Tuesday, 14 June 2016

Raising a glass to Manchester's brewing past

I went to the Smithfield Market Tavern last night for the launch of four historic beers from the Manchester area, recreated for Manchester Beer Week by local microbreweries Beer Nouveau, Blackjack, Squawk and Tickety Brew. Beer historian Ron Pattinson, who blogs at Shut Up About Barclay Perkins, also spoke knowledgeably and entertainingly about the beers we were privileged to get to drink.

The wooden pin of Beer Nouveau's Lees 1903 XXX on the bar ran out before I got to it, but I drank the other three, two of them from the brewing records of J.W. Lees in Middleton and one from the long gone Heginbothams in Stalybridge.

I was especially keen to try Blackjack's Lees 1951 "C" Ale, a type of strong ale brewed in the Manchester area in the twentieth century, mostly it seems as a bottled beer, whose name no one appears to know the origin of. A dryish, malt-accented beer which is amber in colour, as Ron said in his talk, it's in the same family as the Burton ales brewed elsewhere in Britain. I also had the two stouts, Squawk's Lees 1952 Stout and Tickety Brew's Heginbothams Invalid Stout, which some people reckoned had a lactose taste, although I couldn't particularly pick one up myself.

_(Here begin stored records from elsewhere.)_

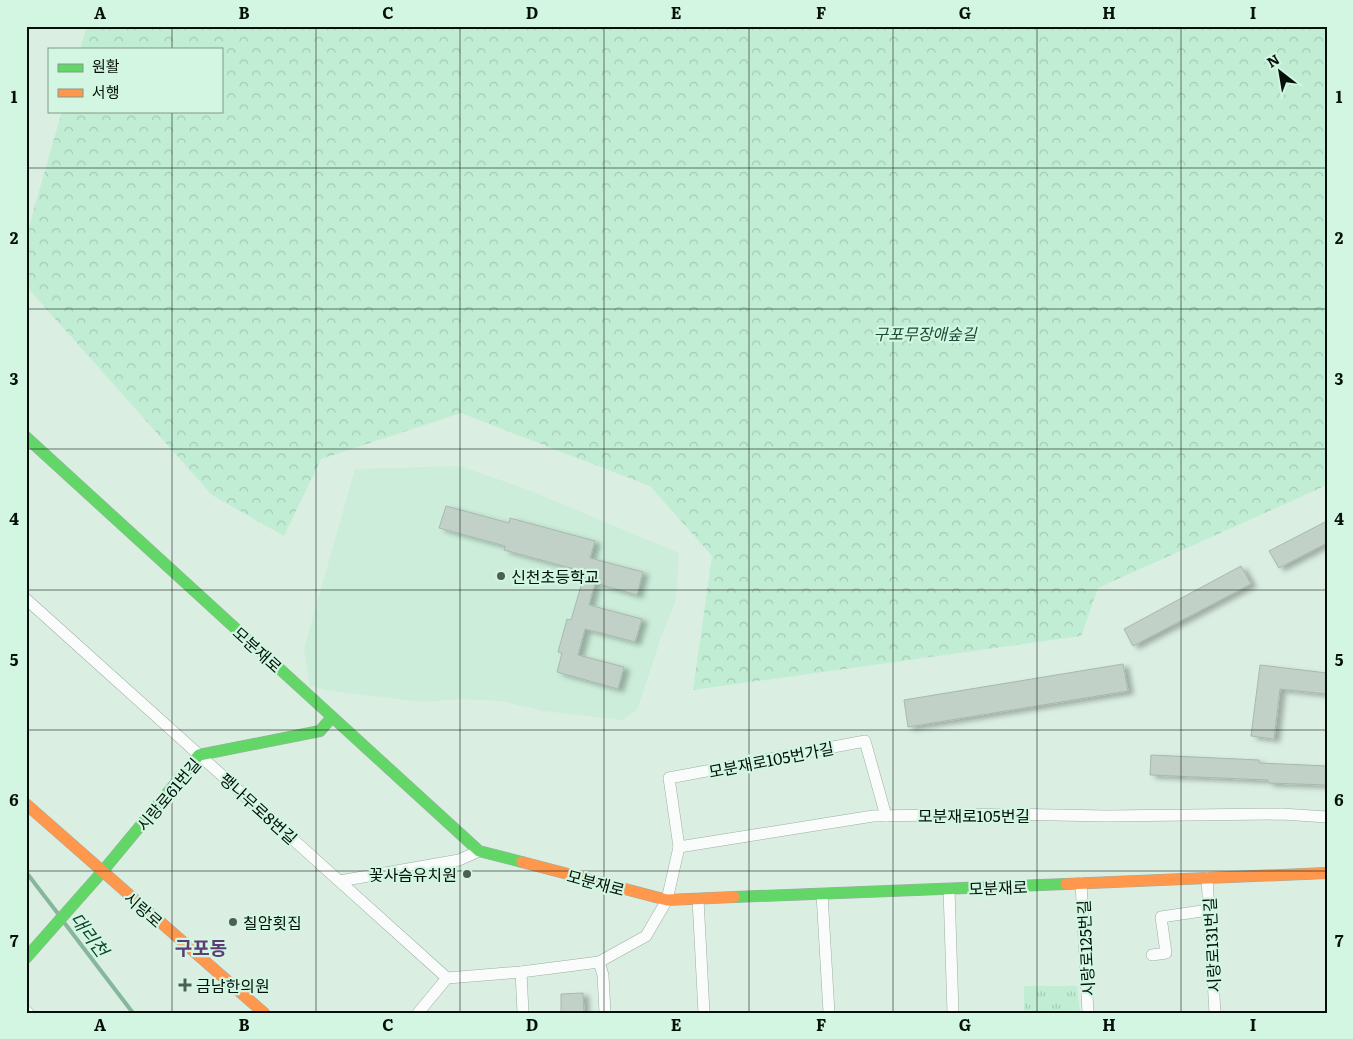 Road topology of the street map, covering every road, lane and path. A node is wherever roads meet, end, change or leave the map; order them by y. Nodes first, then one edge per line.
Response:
1 (26, 437) edge
2 (26, 599) edge
3 (332, 716) junction
4 (199, 755) junction
5 (26, 804) edge
6 (886, 816) junction
7 (1327, 817) edge
8 (679, 847) junction
9 (479, 851) junction
10 (102, 872) junction
11 (1327, 873) edge
12 (1208, 878) junction
13 (340, 882) junction
14 (1082, 883) junction
15 (949, 889) junction
16 (822, 894) junction
17 (698, 899) junction
18 (667, 900) junction
19 (1209, 910) junction
20 (1152, 955) dead end
21 (26, 958) edge
22 (599, 962) junction
23 (520, 972) junction
24 (447, 978) junction
25 (264, 1013) edge
26 (418, 1013) edge
27 (523, 1013) edge
28 (605, 1013) edge
29 (704, 1013) edge
30 (829, 1013) edge
31 (953, 1013) edge
32 (1088, 1013) edge
33 (1216, 1013) edge

1 - 3 street, 모분재로
2 - 4 street, 팽나무로8번길
3 - 4 street, 시랑로61번길
3 - 9 street, 모분재로
4 - 10 street, 시랑로61번길
4 - 13 street, 팽나무로8번길
5 - 10 street, 시랑로
6 - 7 street, 모분재로105번길
6 - 8 street, 모분재로105번길
6 - 8 street, 모분재로105번가길
8 - 18 street
9 - 13 street
9 - 18 street, 모분재로
10 - 21 street, 시랑로61번길
10 - 25 street, 시랑로
11 - 12 street, 모분재로
12 - 14 street, 모분재로
12 - 19 street, 시랑로131번길
13 - 24 street, 팽나무로8번길
14 - 15 street, 모분재로
14 - 32 street, 시랑로125번길
15 - 16 street, 모분재로
15 - 31 street
16 - 17 street, 모분재로
16 - 30 street
17 - 18 street, 모분재로
17 - 29 street
18 - 22 street
19 - 20 street
19 - 33 street, 시랑로131번길
22 - 23 street
22 - 28 street
23 - 24 street
23 - 27 street
24 - 26 street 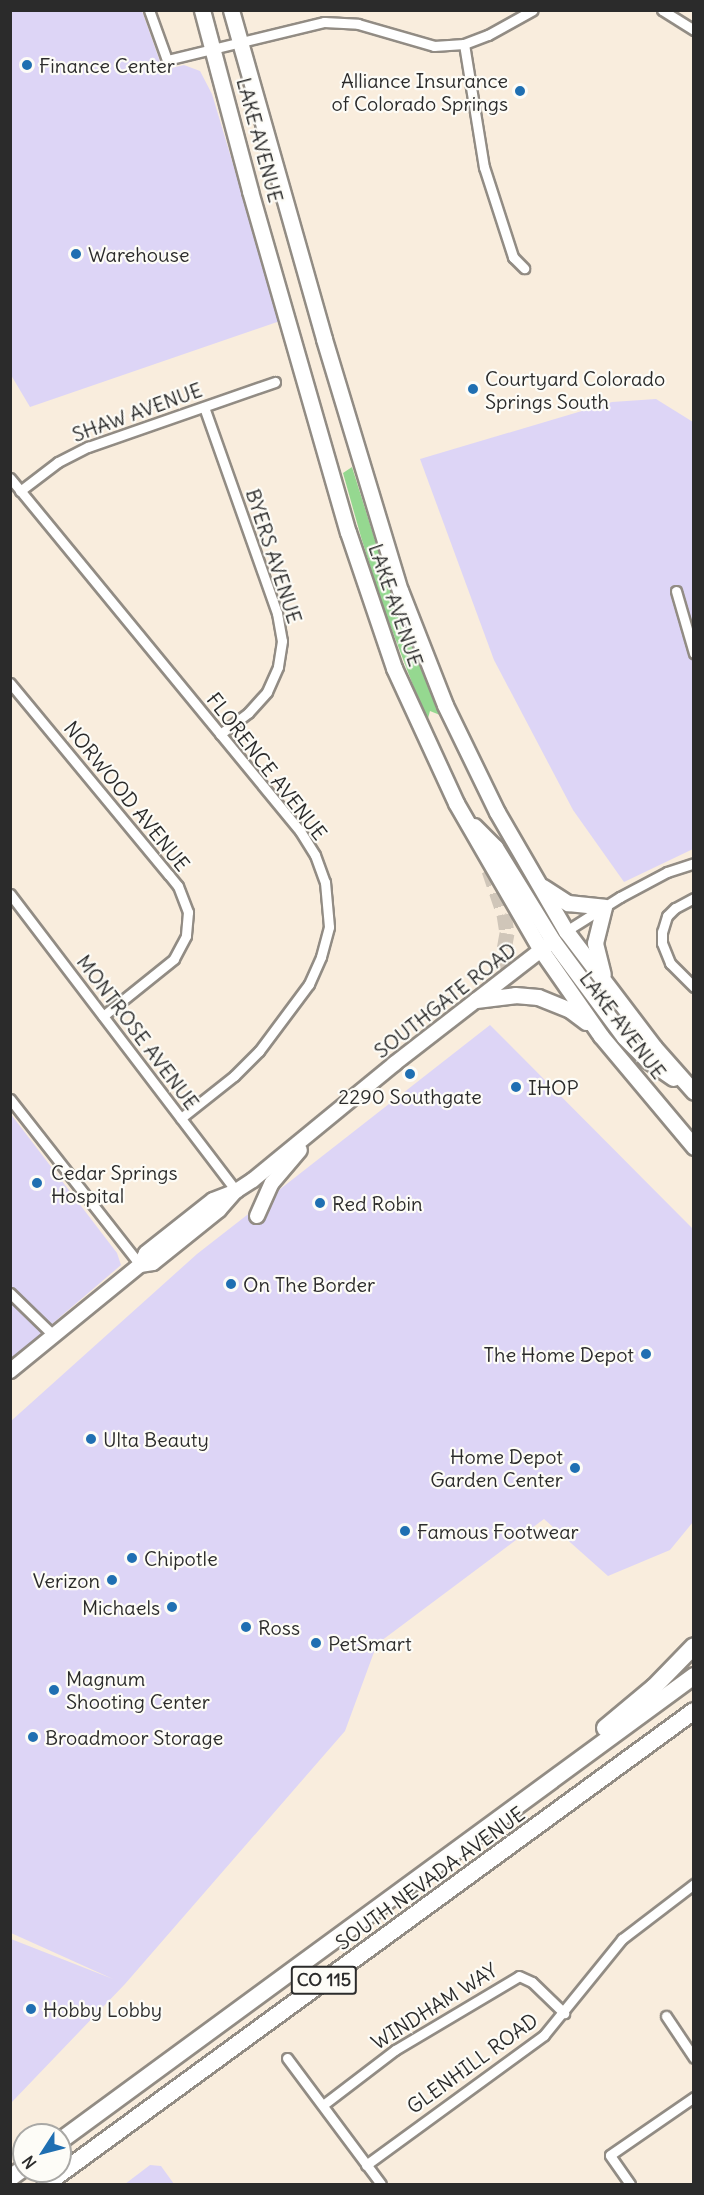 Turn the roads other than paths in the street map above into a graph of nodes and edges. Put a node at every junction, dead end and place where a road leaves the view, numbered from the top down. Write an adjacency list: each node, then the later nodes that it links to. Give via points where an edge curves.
1 (149, 10): 9 (street, via 167,60)
2 (202, 10): 9 (main road, LAKE AVENUE)
3 (231, 10): 7 (main road, LAKE AVENUE)
4 (533, 10): 8 (street)
5 (662, 10): 6 (street)
6 (693, 30)
7 (240, 42): 8 (street, via 324,22 357,24 434,45); 9 (street); 20 (main road, LAKE AVENUE, via 400,590 445,705)
8 (464, 44): 10 (street, via 484,166 513,257)
9 (213, 50): 25 (main road, LAKE AVENUE, via 250,191 372,607 402,688 461,813)
10 (524, 268)
11 (275, 382): 12 (street, SHAW AVENUE)
12 (204, 406): 14 (street, SHAW AVENUE, via 73,453); 18 (street, BYERS AVENUE, via 278,613 282,641 278,667 267,692)
13 (10, 478): 14 (street, FLORENCE AVENUE)
14 (21, 491): 18 (street, FLORENCE AVENUE)
15 (676, 591): 16 (street)
16 (693, 653)
17 (10, 683): 29 (street, NORWOOD AVENUE, via 169,875 184,899 188,924 174,959)
18 (220, 734): 33 (street, FLORENCE AVENUE, via 312,848 325,882 329,927 316,970 288,1016 245,1065)
19 (693, 863): 23 (street, SOUTHGATE ROAD, via 667,872)
20 (534, 879): 23 (main road, via 568,903); 24 (main road, LAKE AVENUE)
21 (10, 894): 29 (street, MONTROSE AVENUE)
22 (693, 898): 26 (street, via 667,915 662,932 670,963)
23 (604, 907): 24 (street, SOUTHGATE ROAD); 27 (main road, via 595,943 600,968)
24 (566, 932): 25 (street, SOUTHGATE ROAD); 27 (main road, LAKE AVENUE)
25 (547, 945): 28 (street, SOUTHGATE ROAD); 30 (main road, LAKE AVENUE); 31 (main road, via 624,1037 646,1059)
26 (693, 987)
27 (611, 991): 31 (main road, LAKE AVENUE)
28 (476, 1000): 30 (main road, via 515,994 538,998 570,1010); 34 (street, SOUTHGATE ROAD)
29 (103, 1016): 33 (street, MONTROSE AVENUE)
30 (595, 1028): 35 (main road, LAKE AVENUE)
31 (693, 1093)
32 (10, 1099): 38 (street)
33 (181, 1118): 36 (street, MONTROSE AVENUE)
34 (321, 1126): 36 (street, SOUTHGATE ROAD); 37 (street, via 272,1183)
35 (693, 1147)
36 (236, 1191): 38 (street, SOUTHGATE ROAD, via 219,1210 153,1263)
37 (257, 1216)
38 (140, 1265): 40 (street, SOUTHGATE ROAD)
39 (10, 1293): 40 (street)
40 (54, 1336): 41 (street, SOUTHGATE ROAD)
41 (10, 1371)
42 (693, 1646): 47 (highway, via 654,1687)
43 (693, 1676): 47 (highway, SOUTH NEVADA AVENUE / CO 115)
44 (693, 1711): 46 (highway, SOUTH NEVADA AVENUE / CO 115)
45 (693, 1724): 46 (highway)
46 (604, 1778): 57 (highway, SOUTH NEVADA AVENUE / CO 115)
47 (468, 1841): 55 (highway, SOUTH NEVADA AVENUE / CO 115)
48 (693, 1884): 49 (street, GLENHILL ROAD, via 630,1931)
49 (564, 2013): 54 (street, WINDHAM WAY, via 532,1982 519,1976 395,2050); 56 (street, GLENHILL ROAD, via 538,2039)
50 (666, 2016): 52 (street)
51 (287, 2058): 54 (street)
52 (693, 2058)
53 (693, 2097): 59 (street, via 610,2155)
54 (323, 2105): 56 (street)
55 (72, 2132)
56 (366, 2165): 58 (street)
57 (46, 2184)
58 (381, 2184)
59 (630, 2184)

Hearteningly, the Smithfield was packed for the event, and hopefully other brewers, including the bigger ones in the Manchester area, will be inspired to delve into the archives and produce historic beers of their own.

1 comment:

  1. Reviving old beers is interesting but if we had a TARDIS and could go back and taste the originals, I wonder how they would compare. My only experience of a revived beer where I knew the original involved Higsons Bitter. This beer has had been two separate revivals, and there may soon be a third, but it seemed to me that neither of them really matched the taste of the old Higsons. But to be fair, I don't think memory works very well with taste, and the efforts weren't bad at all, especially the one by Liverpool Organic Brewery.